> **Records for this exercise**
**********

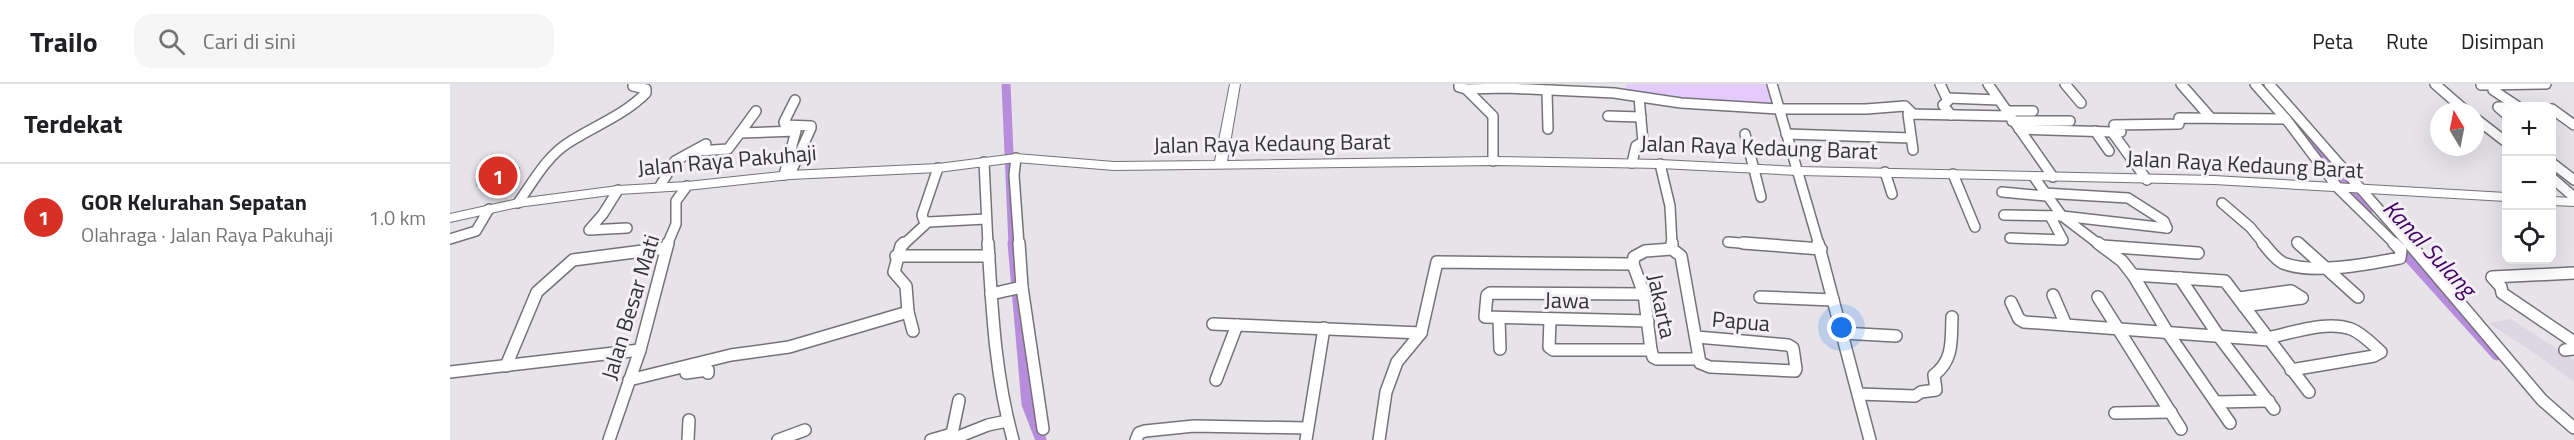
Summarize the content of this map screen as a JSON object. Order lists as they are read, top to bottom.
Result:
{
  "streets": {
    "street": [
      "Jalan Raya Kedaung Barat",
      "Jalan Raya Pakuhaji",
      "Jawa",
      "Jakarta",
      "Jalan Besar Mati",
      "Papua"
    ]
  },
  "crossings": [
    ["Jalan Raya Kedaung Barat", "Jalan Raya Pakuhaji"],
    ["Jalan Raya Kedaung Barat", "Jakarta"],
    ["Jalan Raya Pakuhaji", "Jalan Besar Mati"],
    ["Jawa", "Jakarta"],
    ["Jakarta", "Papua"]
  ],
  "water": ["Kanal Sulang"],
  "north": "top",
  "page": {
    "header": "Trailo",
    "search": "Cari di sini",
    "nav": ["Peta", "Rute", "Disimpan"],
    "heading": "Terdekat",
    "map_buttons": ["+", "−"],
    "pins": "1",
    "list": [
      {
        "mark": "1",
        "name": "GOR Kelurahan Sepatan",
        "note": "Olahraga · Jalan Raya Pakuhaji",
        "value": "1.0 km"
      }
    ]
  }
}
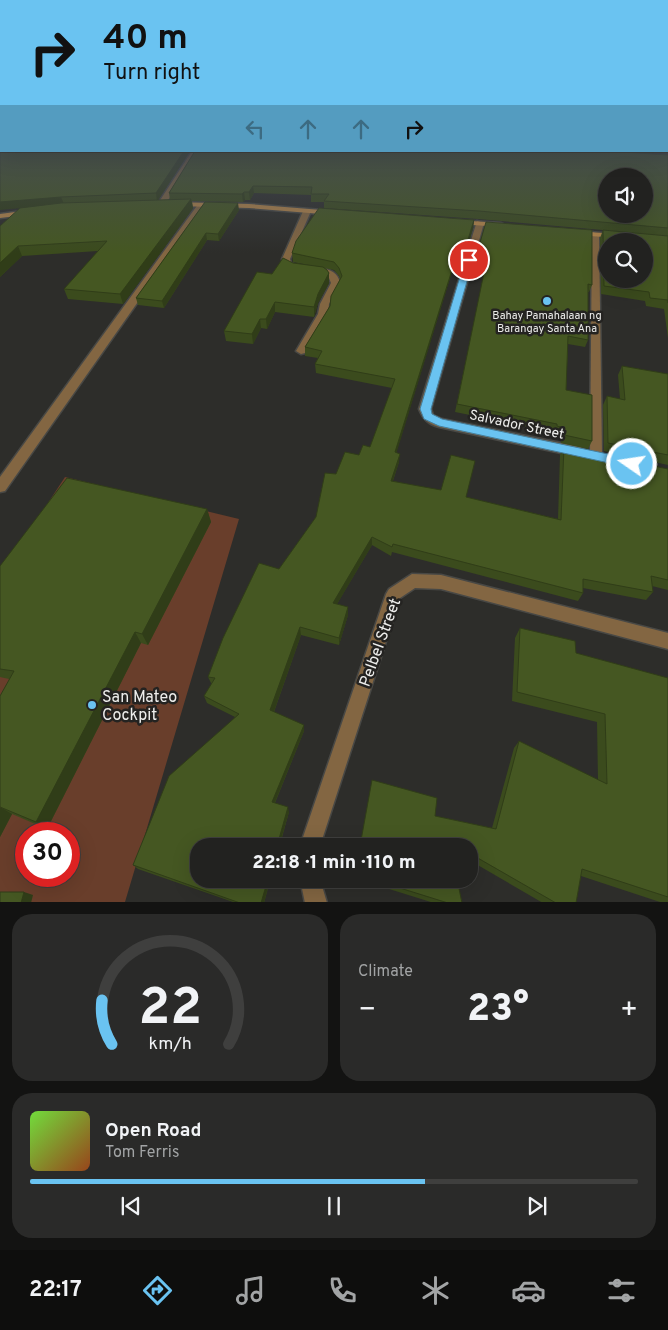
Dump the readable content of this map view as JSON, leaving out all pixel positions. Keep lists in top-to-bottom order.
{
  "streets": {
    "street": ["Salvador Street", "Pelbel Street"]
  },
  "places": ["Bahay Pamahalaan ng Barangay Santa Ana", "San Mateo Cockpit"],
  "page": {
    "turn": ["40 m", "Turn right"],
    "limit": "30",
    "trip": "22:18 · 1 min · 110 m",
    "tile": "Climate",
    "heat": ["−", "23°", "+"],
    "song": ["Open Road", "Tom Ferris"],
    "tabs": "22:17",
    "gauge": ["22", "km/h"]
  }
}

**********

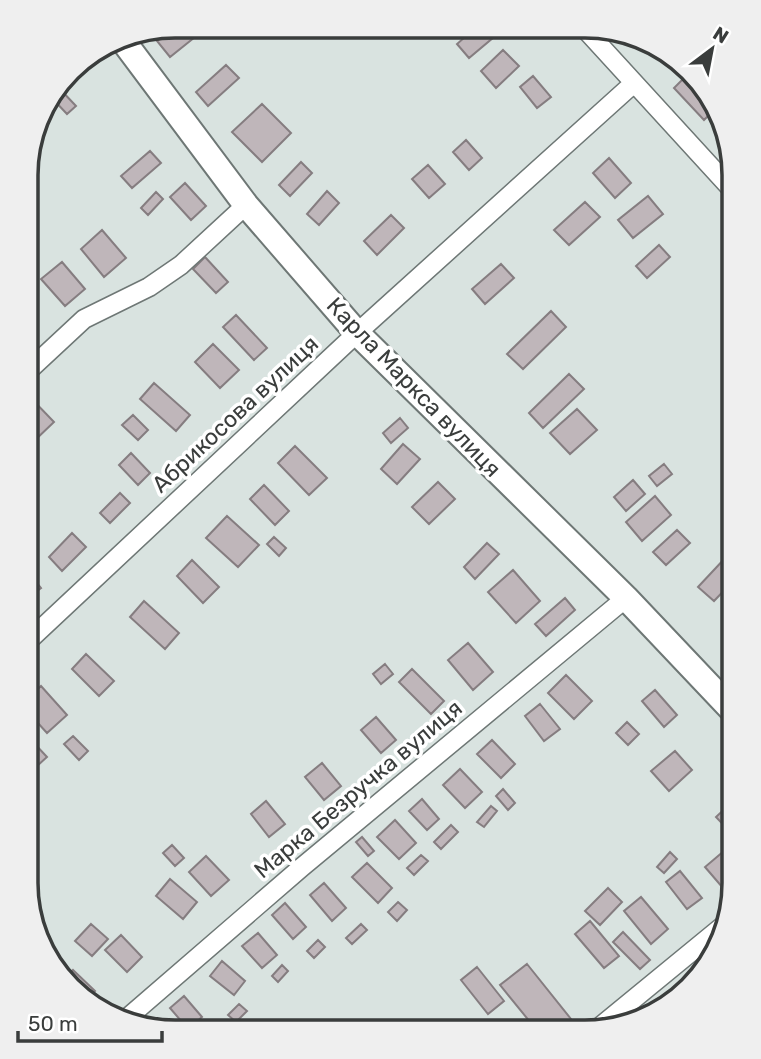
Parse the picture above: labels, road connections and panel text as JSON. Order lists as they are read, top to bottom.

**********

> **What you should do**
Wherever the word "they" appears in the data, return the whole line.

> **Exercise result**
Summarize the content of this map screen as a JSON object. Order lists as they are read, top to bottom.
Parse the picture above: labels, road connections and panel text as JSON. Order lists as they are read, top to bottom.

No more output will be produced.